Large volumes of gridded climate data exist, yet their varying spatial resolutions and the need for advanced GIS skills make extracting site‑specific values difficult for risk assessments and ecological studies. This study introduces ClimateNA, a user‑friendly software package that streamlines the extraction of climate data for resource managers, decision makers, and scientists. ClimateNA locally downscales monthly historical and future climate layers across North America, generates scale‑free point estimates and biologically relevant variables, and provides 104 years of historical data, three paleoclimatic periods, and future projections under multiple GCMs and RCP4.5/8.5.

Abstract

Large volumes of gridded climate data have become available in recent years including interpolated historical data from weather stations and future predictions from general circulation models. These datasets, however, are at various spatial resolutions that need to be converted to scales meaningful for applications such as climate change risk and impact assessments or sample-based ecological research. Extracting climate data for specific locations from large datasets is not a trivial task and typically requires advanced GIS and data management skills. In this study, we developed a software package, ClimateNA, that facilitates this task and provides a user-friendly interface suitable for resource managers and decision makers as well as scientists. The software locally downscales historical and future monthly climate data layers into scale-free point estimates of climate values for the entire North American continent. The software also calculates a large number of biologically relevant climate variables that are usually derived from daily weather data.

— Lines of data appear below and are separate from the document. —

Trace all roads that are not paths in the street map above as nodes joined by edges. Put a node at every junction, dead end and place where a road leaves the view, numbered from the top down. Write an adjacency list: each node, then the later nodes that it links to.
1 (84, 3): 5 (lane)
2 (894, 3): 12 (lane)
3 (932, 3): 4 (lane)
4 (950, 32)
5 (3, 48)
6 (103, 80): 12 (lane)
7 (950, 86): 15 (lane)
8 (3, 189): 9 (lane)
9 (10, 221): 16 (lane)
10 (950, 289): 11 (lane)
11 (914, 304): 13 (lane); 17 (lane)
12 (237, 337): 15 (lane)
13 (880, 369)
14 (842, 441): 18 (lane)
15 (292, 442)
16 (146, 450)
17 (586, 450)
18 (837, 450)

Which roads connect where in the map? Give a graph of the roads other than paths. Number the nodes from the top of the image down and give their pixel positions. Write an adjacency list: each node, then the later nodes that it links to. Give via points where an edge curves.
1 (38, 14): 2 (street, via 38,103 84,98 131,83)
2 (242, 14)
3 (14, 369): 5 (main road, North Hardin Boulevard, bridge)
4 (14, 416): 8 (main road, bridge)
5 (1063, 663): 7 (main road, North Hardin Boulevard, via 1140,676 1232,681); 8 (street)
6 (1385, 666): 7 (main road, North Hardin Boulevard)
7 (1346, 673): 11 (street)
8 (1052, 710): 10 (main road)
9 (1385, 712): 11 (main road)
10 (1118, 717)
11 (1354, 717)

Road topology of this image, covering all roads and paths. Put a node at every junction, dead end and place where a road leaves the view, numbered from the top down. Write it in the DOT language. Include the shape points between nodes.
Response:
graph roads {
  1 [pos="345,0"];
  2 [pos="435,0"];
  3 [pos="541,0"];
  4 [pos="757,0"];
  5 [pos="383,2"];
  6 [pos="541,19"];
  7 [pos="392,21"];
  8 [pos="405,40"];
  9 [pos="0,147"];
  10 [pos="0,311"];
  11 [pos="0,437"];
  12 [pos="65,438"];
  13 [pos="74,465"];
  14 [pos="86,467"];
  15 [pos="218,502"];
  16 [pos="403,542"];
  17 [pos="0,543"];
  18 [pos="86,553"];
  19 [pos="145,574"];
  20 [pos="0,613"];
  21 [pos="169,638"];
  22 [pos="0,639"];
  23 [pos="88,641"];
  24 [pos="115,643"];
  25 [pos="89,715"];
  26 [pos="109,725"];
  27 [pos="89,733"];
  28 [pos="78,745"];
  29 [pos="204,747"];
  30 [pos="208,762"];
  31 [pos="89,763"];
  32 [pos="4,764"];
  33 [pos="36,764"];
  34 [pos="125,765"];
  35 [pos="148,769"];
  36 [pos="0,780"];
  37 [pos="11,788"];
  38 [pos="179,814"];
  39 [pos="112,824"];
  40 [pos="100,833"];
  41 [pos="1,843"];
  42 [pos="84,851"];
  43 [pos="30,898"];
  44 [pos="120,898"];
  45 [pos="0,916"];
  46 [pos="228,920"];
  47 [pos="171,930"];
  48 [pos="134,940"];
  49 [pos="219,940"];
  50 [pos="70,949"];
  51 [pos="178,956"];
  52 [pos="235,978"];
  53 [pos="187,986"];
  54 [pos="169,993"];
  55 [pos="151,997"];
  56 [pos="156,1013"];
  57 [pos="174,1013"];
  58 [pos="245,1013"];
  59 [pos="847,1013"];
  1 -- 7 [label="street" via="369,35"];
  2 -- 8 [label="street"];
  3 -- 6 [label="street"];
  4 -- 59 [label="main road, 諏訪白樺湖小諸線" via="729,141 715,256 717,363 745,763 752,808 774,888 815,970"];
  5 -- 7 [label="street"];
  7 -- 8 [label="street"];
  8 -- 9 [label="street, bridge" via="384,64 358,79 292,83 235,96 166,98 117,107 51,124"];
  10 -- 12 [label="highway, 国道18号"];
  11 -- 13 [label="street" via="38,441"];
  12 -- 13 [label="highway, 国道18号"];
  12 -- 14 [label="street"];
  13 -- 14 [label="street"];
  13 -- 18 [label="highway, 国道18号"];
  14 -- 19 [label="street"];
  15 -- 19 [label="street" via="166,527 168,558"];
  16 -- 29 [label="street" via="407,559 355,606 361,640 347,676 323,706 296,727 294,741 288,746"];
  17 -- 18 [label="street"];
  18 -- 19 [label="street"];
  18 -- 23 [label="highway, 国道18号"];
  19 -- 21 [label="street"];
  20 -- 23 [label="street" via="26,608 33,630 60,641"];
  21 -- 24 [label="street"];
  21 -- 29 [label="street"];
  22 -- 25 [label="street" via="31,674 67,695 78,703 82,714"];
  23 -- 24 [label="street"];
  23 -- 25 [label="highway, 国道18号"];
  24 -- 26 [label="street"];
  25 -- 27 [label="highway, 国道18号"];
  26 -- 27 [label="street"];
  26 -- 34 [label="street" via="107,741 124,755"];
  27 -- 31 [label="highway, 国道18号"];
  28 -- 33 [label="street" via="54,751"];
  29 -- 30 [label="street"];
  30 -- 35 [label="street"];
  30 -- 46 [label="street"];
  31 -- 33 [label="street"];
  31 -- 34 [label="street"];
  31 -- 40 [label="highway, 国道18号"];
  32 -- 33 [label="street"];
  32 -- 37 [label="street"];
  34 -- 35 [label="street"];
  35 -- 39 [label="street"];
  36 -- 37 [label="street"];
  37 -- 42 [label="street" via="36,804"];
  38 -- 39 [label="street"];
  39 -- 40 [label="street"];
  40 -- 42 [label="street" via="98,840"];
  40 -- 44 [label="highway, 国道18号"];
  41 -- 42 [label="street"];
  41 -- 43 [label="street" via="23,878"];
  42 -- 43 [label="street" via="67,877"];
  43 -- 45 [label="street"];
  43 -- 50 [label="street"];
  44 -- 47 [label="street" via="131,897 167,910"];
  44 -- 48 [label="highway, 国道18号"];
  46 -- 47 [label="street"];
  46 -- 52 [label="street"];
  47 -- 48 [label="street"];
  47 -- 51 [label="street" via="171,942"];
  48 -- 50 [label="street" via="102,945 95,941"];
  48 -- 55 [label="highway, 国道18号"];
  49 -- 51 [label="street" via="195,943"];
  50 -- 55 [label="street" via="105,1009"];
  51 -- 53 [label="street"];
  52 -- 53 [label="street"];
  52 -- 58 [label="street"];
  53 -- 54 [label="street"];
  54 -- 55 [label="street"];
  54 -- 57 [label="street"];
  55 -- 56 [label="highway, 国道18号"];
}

ClimateNA covers 1) 104 years of historical data (1901–2014) in monthly, annual, decadal and 30-year time steps; 2) three paleoclimatic periods (Last Glacial Maximum, Mid Holocene and Last Millennium); 3) three future periods (2020s, 2050s and 2080s); and 4) annual time-series of model projections for 2011–2100. Multiple general circulation models (GCMs) were included for both paleo and future periods, and two representative concentration pathways (RCP4.5 and 8.5) were chosen for future climate data.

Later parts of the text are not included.